Sen. Kevin Van De Wege (D-Sequim) Yes
House Bill 1742, Concerning juvenile offenses that involve depictions of minors
Passed the Senate on April 10 by a vote of 25-19 (five members excused)
This bill would exclude minors from felony crimes involving dealing in depictions of a minor engaged in sexually explicit conduct and creates a new class of crimes that apply exclusively to minors. It would limit the crime of a minor dealing in depictions of another minor 13 years of age or older engaged in sexually explicit conduct to a gross misdemeanor. It also would exempt minors from being charged with a crime for depictions of themselves engaged in sexually explicit conduct unless they sell the depiction.
Supporters of the bill say that teenagers use smartphones every day and experience shows that many of them are using phones to send sexually explicit pictures of themselves. They say adults struggle to intervene because they know that any juvenile engaging in this conduct is guilty of a Class B sex offense under current law and would have to register as a sex offender. Juvenile conduct is very different from that of an adult and the statutory response needs to differentiate between the two.
Opponents of the bill as proposed say that while it is important to decriminalize possession because we want juveniles to report behavior and ask for help without getting in trouble, the bill is overly broad in exempting distribution of juvenile depictions of sexually explicit behavior from criminal prosecution. Proposed amendments to narrow such exemptions were rejected and the bill passed by a majority Democratic vote, with no Republican support. The bill passed the House last month on a 57-39 vote and it now goes back to the House to reconcile the House and Senate versions of the bill.
Sen. Van De Wege Yes
House Bill 1817, Ensuring for a skilled and trained workforce in high hazard facilities
Passed the Senate on April 10 by a vote of 29-16 (four members excused)

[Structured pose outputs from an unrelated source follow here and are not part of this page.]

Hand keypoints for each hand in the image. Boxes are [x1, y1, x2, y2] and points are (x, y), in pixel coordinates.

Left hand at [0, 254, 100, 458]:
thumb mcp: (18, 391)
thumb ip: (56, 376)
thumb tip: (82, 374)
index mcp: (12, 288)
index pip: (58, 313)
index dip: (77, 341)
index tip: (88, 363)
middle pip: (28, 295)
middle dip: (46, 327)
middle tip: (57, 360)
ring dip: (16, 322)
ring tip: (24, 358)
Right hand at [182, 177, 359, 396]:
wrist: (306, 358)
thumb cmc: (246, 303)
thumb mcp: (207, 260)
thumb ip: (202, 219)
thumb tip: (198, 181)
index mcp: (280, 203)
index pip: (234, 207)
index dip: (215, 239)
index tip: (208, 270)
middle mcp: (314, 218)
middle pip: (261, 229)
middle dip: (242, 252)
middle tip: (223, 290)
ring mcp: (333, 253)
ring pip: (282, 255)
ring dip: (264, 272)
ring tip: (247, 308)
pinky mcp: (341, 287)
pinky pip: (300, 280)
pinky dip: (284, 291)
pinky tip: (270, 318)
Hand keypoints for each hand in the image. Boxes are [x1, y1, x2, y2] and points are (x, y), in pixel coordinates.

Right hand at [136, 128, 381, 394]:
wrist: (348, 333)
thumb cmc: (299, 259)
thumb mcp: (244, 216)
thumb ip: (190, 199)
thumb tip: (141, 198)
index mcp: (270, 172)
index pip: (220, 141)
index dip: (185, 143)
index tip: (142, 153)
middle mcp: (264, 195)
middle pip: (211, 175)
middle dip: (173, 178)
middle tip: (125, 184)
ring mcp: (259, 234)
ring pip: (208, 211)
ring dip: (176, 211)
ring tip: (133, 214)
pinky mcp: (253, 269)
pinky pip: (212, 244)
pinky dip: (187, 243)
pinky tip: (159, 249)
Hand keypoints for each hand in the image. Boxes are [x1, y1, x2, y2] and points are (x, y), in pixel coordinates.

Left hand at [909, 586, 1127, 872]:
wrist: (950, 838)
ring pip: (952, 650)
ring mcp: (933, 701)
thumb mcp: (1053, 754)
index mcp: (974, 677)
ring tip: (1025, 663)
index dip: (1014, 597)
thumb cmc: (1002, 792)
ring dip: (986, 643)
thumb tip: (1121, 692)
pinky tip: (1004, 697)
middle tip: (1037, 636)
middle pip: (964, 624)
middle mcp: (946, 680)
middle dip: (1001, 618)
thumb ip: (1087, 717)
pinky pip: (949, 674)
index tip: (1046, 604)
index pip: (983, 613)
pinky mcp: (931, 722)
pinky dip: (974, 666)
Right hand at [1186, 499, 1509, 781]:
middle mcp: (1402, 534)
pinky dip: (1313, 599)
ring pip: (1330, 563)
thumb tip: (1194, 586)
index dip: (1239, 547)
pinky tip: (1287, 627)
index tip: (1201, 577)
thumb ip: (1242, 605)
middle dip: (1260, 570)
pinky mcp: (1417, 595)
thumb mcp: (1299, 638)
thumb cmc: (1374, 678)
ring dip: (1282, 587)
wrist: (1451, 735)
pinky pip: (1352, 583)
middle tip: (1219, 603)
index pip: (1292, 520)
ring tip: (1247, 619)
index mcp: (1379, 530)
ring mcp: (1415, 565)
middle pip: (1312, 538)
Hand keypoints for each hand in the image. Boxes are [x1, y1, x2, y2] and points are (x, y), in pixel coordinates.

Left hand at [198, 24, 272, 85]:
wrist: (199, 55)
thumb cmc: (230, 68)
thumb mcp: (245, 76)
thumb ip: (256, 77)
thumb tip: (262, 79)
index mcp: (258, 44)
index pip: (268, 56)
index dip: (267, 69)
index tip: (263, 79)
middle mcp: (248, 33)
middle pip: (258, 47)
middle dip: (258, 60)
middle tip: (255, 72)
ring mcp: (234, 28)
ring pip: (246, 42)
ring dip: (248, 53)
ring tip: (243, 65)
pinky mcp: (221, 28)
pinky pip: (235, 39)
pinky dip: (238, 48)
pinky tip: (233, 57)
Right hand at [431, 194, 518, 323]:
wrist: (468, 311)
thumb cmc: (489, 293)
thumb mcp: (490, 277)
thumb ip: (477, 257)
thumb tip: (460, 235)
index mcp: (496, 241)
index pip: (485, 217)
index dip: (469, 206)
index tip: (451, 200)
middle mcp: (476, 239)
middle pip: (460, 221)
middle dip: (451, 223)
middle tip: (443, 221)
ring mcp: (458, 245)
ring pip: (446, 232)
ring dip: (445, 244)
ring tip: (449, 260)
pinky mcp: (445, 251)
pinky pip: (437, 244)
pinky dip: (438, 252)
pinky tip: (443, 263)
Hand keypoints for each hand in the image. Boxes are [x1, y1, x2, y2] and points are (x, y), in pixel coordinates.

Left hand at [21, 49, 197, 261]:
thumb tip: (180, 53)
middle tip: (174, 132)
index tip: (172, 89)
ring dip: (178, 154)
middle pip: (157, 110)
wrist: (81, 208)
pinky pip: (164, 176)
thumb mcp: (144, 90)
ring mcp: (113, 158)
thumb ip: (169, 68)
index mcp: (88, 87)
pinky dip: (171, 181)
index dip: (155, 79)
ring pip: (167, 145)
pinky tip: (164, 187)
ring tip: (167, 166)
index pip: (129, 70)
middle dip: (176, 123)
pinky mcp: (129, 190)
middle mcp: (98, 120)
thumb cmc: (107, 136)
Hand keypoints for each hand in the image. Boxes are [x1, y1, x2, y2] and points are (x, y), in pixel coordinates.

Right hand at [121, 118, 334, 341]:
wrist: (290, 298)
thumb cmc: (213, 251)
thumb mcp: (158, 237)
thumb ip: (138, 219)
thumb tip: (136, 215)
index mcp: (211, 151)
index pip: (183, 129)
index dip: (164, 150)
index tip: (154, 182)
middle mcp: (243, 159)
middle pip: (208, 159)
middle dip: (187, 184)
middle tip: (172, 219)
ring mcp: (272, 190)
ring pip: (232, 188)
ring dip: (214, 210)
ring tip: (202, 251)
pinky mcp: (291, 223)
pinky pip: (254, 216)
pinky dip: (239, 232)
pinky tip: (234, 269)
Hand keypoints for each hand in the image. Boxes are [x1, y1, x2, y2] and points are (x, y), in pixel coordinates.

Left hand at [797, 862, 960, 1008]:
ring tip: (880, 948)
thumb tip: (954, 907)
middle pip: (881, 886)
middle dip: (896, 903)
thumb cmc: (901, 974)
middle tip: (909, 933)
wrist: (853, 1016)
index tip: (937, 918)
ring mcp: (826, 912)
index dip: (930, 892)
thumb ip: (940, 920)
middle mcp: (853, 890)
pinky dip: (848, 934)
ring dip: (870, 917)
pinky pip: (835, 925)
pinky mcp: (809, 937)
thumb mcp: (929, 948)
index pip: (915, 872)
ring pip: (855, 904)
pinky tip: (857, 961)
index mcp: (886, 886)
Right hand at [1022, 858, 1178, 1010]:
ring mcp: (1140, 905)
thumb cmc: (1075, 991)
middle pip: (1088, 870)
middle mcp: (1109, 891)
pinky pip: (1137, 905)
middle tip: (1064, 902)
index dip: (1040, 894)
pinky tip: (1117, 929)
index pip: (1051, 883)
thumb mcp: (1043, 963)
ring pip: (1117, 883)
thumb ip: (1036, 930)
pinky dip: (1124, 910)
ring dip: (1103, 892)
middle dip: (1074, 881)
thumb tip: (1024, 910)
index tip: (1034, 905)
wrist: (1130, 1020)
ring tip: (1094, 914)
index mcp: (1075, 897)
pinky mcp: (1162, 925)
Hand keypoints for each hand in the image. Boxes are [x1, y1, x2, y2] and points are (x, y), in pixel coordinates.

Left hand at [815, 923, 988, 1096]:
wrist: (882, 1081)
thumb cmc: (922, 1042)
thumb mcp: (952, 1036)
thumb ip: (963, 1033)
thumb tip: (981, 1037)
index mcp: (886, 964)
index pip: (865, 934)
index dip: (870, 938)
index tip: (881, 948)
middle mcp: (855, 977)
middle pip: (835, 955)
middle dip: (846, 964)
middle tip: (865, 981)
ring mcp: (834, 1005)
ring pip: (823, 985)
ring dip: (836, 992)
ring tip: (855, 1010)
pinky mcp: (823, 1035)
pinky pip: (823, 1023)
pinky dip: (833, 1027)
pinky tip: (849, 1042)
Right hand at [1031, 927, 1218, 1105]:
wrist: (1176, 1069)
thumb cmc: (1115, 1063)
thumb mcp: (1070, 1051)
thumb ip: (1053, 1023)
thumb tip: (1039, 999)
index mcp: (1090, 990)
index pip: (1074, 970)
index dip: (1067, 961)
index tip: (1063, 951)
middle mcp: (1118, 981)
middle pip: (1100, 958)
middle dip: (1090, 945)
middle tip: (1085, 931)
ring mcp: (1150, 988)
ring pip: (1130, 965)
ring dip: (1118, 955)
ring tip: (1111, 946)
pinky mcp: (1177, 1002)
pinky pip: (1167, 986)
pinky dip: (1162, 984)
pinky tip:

The bill would require owners and operators of oil refineries to require their contractors and subcontractors to use a skilled and trained workforce to perform onsite work. It defines skilled and trained workers as registered apprentices or skilled journeymen who meet certain apprenticeship graduation requirements. Supporters of this bill say it is key to long-term safety at these facilities. They say that after California passed a similar bill, there was an increase in safety. They also say that some contractors cut costs by hiring low-cost unskilled labor from other areas. Opponents say these facilities are already safe and there is no data to support the bill. Contractors are already selected based on their safety record and are frequently audited. Their main concern, they say is that the bill will eliminate competition between the union and non-union contractors. They say it establishes a prevailing wage for the private sector for the first time, which may be preempted by federal law, adding that that discriminates against out-of-state workers who may be from federal apprenticeship programs but not state apprenticeship programs. The bill passed the House last month on a 64-32 vote and now goes back to the House for reconciliation of amendments passed by the Senate.
Sen. Van De Wege Yes.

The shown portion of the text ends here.